To Jennifer Zeffer, my latest cheerleader and reader, for dealing with my addiction to praise while I write.
I also need to thank my wonderful beta readers Bianca Sarble and Khloe Wren (both are fellow Australian erotic authors), and Leia Shaw, writer of erotic, paranormal, and New Adult fiction.
Willow has her hands full scraping out a life in a grungy neighborhood where drugs and crime are the norm. Life is hard, but it’s about to get harder. Being transformed into a sexual pet for an alien warrior may be her only way out.
But Stom, the man she’s been awarded to as a battle honor, has no use for a female, not when his heart is still in a million pieces.
Though the need to be Stom’s mate is overwhelming her, mending his heart isn’t going to be enough. His enemies are searching, looking for the women who are more than they seem, and she’s in their hands before she discovers she’s more-than-human.
Sometimes it sucks to be a chosen one.
Book One, Precious Sacrifice is in the erotic anthology, Kept, but will soon be released as a solo book.
The books of Preyfinders are joined like links on a chain. Here is the last small piece of Precious Sacrifice and the first piece of Intimidator.
Talia Wolfe squatted among the dust and a few bird droppings. The pigeons had made their home here already. After her sob-story and a small bribe, one of the rescue crew had let her in. She used the katana to scratch an arc in the rubble. The huge gap in the wall and the missing balcony made this seem unfamiliar, as if it wasn’t even Brittany’s place.
Slowly she rose, feeling the skintight black jeans grip her tightly. She squirmed a little as pleasant sensations throbbed outward. Ugh. There was an odd vibe in the air here, almost sexual. It clashed horribly with the sadness.

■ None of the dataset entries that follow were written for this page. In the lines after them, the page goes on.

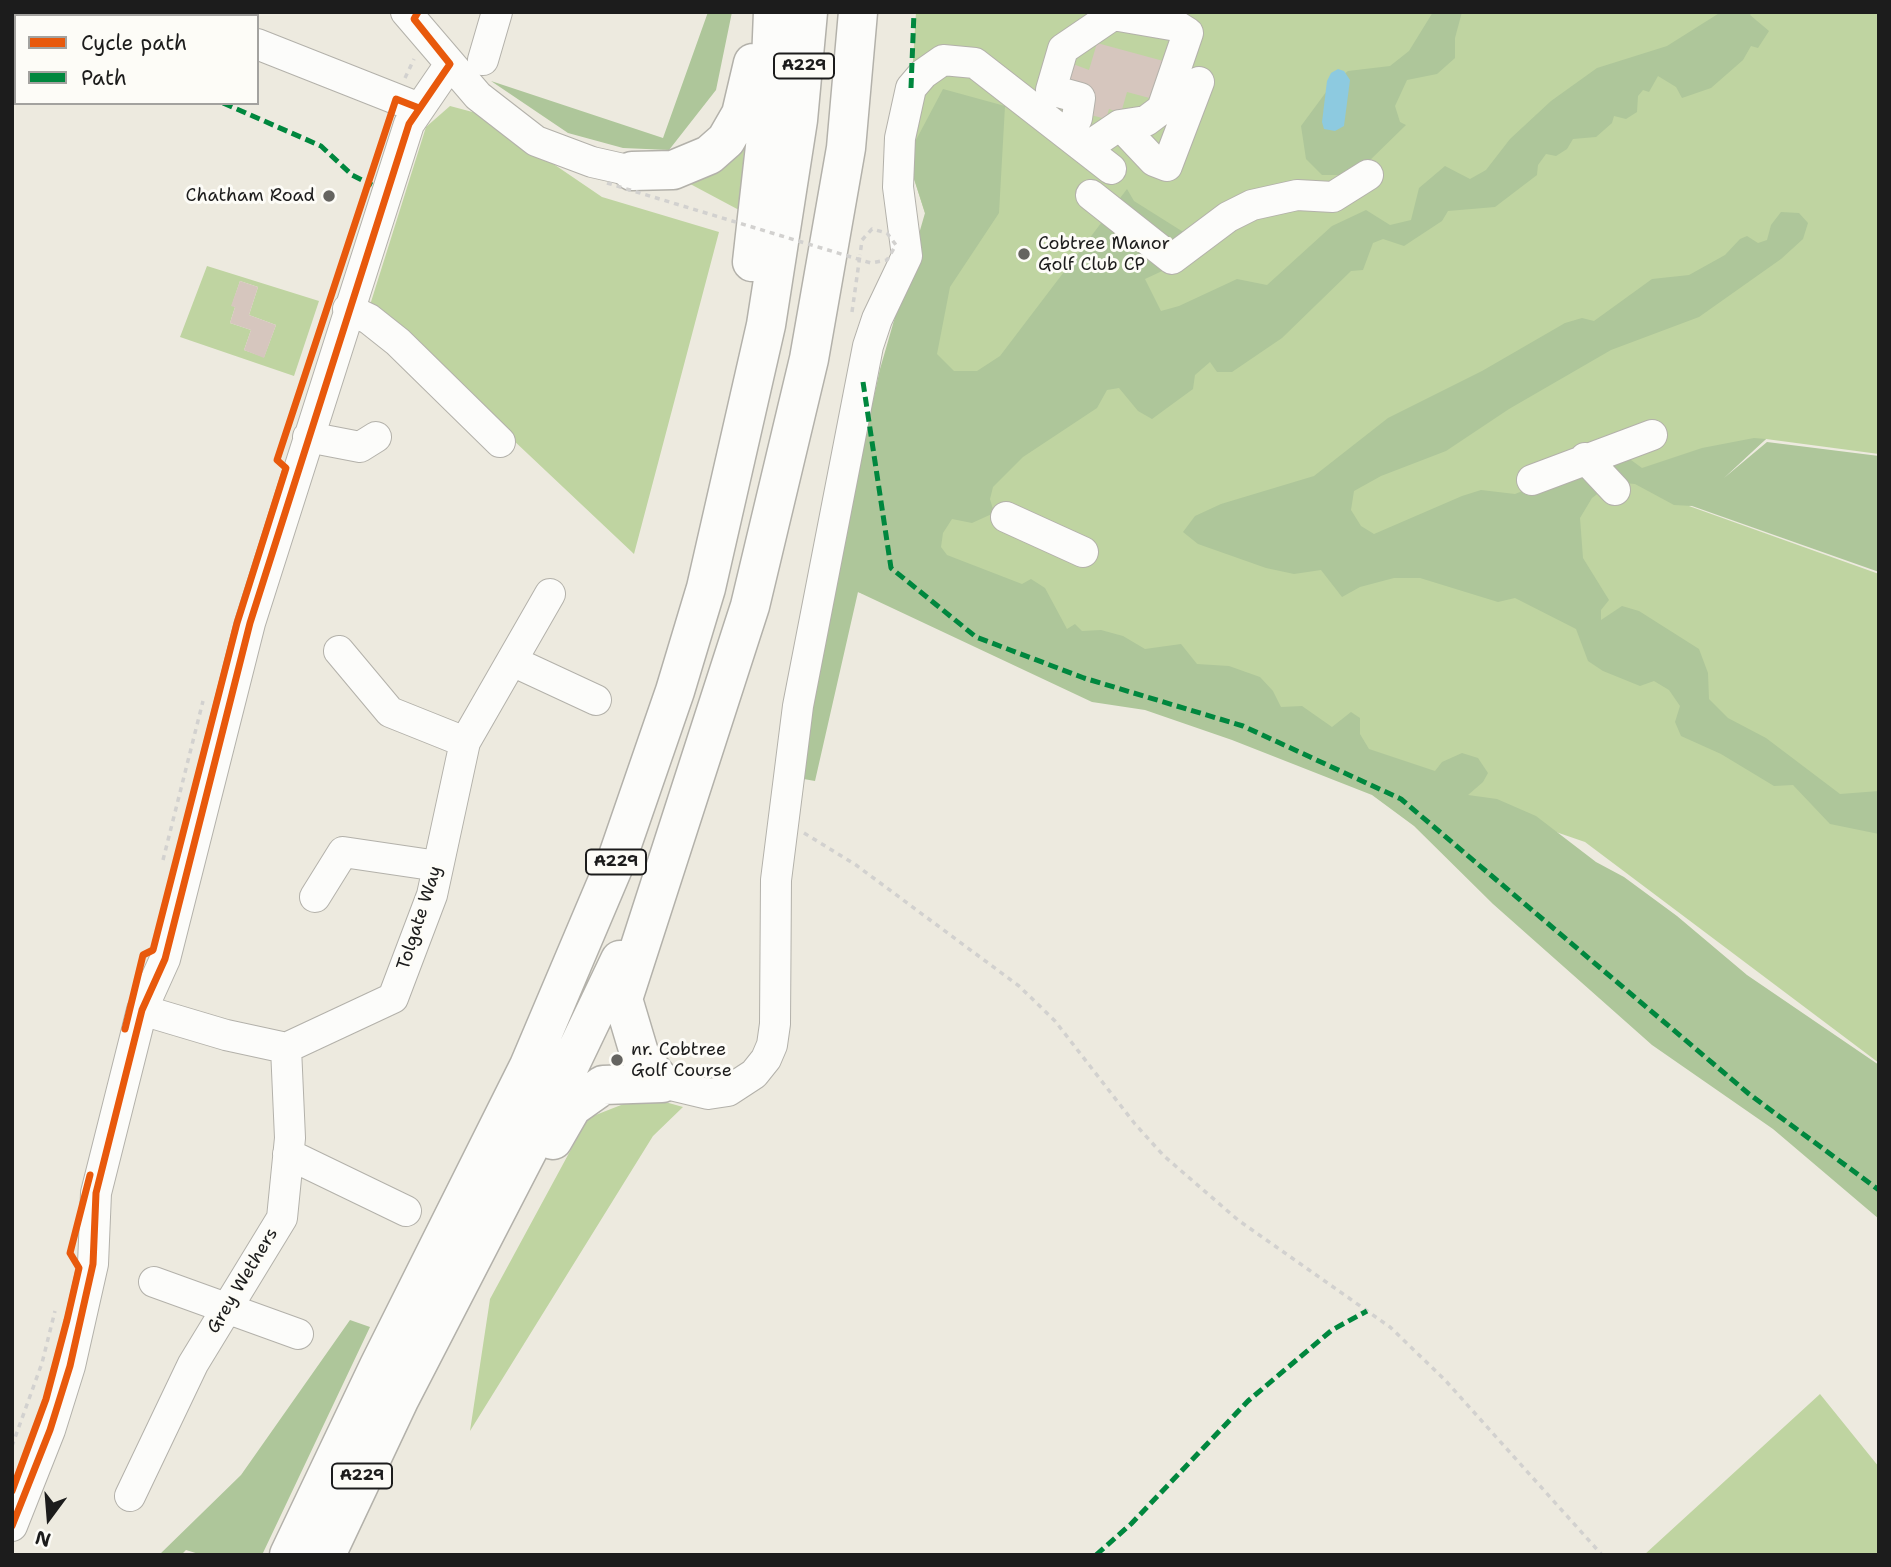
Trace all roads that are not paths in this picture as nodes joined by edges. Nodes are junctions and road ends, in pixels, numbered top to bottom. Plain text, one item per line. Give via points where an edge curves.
1 (497, 12) edge
2 (759, 12) edge
3 (773, 12) edge
4 (808, 12) edge
5 (858, 12) edge
6 (1111, 14) edge
7 (413, 15) edge
8 (259, 45) edge
9 (484, 60) dead end
10 (450, 64) junction
11 (1199, 82) dead end
12 (407, 104) junction
13 (1120, 125) junction
14 (1077, 142) junction
15 (1111, 169) dead end
16 (1368, 175) dead end
17 (620, 177) joint
18 (1091, 195) dead end
19 (348, 309) junction
20 (1653, 435) dead end
21 (308, 436) junction
22 (376, 437) dead end
23 (500, 442) dead end
24 (1585, 458) junction
25 (1532, 480) dead end
26 (1615, 490) dead end
27 (1006, 517) dead end
28 (723, 518) junction
29 (1083, 552) dead end
30 (550, 594) dead end
31 (339, 651) dead end
32 (512, 661) junction
33 (596, 700) dead end
34 (465, 742) junction
35 (679, 824) junction
36 (438, 866) junction
37 (315, 897) dead end
38 (142, 1010) junction
39 (286, 1048) junction
40 (662, 1083) junction
41 (288, 1154) junction
42 (406, 1211) dead end
43 (154, 1282) dead end
44 (226, 1310) junction
45 (298, 1334) dead end
46 (400, 1398) junction
47 (130, 1496) dead end
48 (12, 1525) edge
49 (289, 1555) edge
50 (326, 1555) edge

1 - 9 street
2 - 17 highway via 752,79 741,114 726,140 709,155 673,170
3 - 28 highway via 769,111
4 - 28 highway, A229 via 798,120 766,325
5 - 35 highway, A229 via 846,148 809,359 750,606
6 - 13 street via 1177,26 1188,33 1162,109 1146,121
6 - 14 street via 1063,50 1051,90 1080,98
7 - 10 street
8 - 12 street
10 - 12 street
10 - 17 street via 478,96 536,141
11 - 13 street via 1171,169 1154,161
12 - 19 street via 409,124
13 - 14 street
14 - 15 street
14 - 40 street via 975,63 943,60 911,88 900,138 898,187 907,256 868,346 798,706 776,880 775,1024 766,1059 754,1074 728,1091 708,1094
16 - 18 street via 1333,197 1297,195 1252,205 1172,259
19 - 21 street
19 - 23 street via 398,342
20 - 24 street
21 - 22 street via 360,447
21 - 38 street via 243,650 165,959
24 - 25 street
24 - 26 street
27 - 29 street
28 - 49 highway, A229 via 670,704 618,856 575,961 529,1066
30 - 32 street, Tolgate Way
31 - 34 street via 390,712
32 - 33 street
32 - 34 street, Tolgate Way
34 - 36 street, Tolgate Way
35 - 40 highway via 623,999 640,1056
35 - 46 highway, A229 via 644,909 544,1119
36 - 37 street via 343,852
36 - 39 street, Tolgate Way via 432,895 393,998
38 - 39 street
38 - 48 street via 96,1193 93,1264 70,1366
39 - 41 street, Grey Wethers
40 - 46 highway via 603,1085 572,1107 467,1296
41 - 42 street
41 - 44 street, Grey Wethers via 282,1218
43 - 44 street
44 - 45 street
44 - 47 street, Grey Wethers via 193,1364
46 - 50 highway, A229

Talia shook her head, tilted her neck back to strive to stop the flow of tears, but they ran down her face anyway. She coughed and swallowed, wiped her eyes with her sleeve.
Crying wasn’t helping.
She might be a lab person and not a field investigator, but she wasn’t giving up on finding out what had really happened here. Her baby sister was missing and no way was she ever presuming her dead.
“I’ll find out what happened to you, Brit, if I have to tear this whole fucking building apart to find clues.”
She stepped up to the hole and looked down at the organized chaos below. Sirens whooped and wailed in the distance. People in orange jackets worked with cranes and trucks to shift rubble and save people. This had been an earthquake?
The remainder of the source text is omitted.